WHAT THIS TASK INVOLVES
The expected answer comprises all lines from the entries that contain the string "dead".

(DATA RECORDS begins)

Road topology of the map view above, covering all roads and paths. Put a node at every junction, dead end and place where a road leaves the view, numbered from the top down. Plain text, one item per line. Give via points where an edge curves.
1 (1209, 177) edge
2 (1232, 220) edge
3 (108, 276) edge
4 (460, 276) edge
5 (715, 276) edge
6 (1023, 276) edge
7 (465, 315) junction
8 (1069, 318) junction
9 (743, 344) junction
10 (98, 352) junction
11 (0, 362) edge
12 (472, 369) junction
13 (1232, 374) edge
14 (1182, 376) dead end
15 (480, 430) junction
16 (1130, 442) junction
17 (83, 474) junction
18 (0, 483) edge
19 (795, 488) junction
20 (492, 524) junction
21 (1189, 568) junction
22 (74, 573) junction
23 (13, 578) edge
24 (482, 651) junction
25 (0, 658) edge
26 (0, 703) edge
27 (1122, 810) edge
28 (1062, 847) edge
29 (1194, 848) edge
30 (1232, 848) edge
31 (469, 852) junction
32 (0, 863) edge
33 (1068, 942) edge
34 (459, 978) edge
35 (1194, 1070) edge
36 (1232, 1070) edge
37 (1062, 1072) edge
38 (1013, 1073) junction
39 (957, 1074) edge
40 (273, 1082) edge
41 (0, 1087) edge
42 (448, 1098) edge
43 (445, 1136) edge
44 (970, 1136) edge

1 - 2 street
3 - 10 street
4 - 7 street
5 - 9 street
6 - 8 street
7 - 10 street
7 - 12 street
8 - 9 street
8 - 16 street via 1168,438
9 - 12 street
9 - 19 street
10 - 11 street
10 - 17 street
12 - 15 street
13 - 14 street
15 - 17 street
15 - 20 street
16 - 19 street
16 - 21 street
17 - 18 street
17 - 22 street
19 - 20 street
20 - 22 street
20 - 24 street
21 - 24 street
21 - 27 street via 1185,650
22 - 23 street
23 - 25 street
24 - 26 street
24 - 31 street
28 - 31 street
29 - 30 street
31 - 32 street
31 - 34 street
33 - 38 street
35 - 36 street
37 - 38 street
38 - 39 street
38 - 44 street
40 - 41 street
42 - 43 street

(DATA RECORDS ends)

SOLUTION
Road topology of the map view above, covering all roads and paths. Put a node at every junction, dead end and place where a road leaves the view, numbered from the top down. Plain text, one item per line. Give via points where an edge curves.
14 (1182, 376) dead end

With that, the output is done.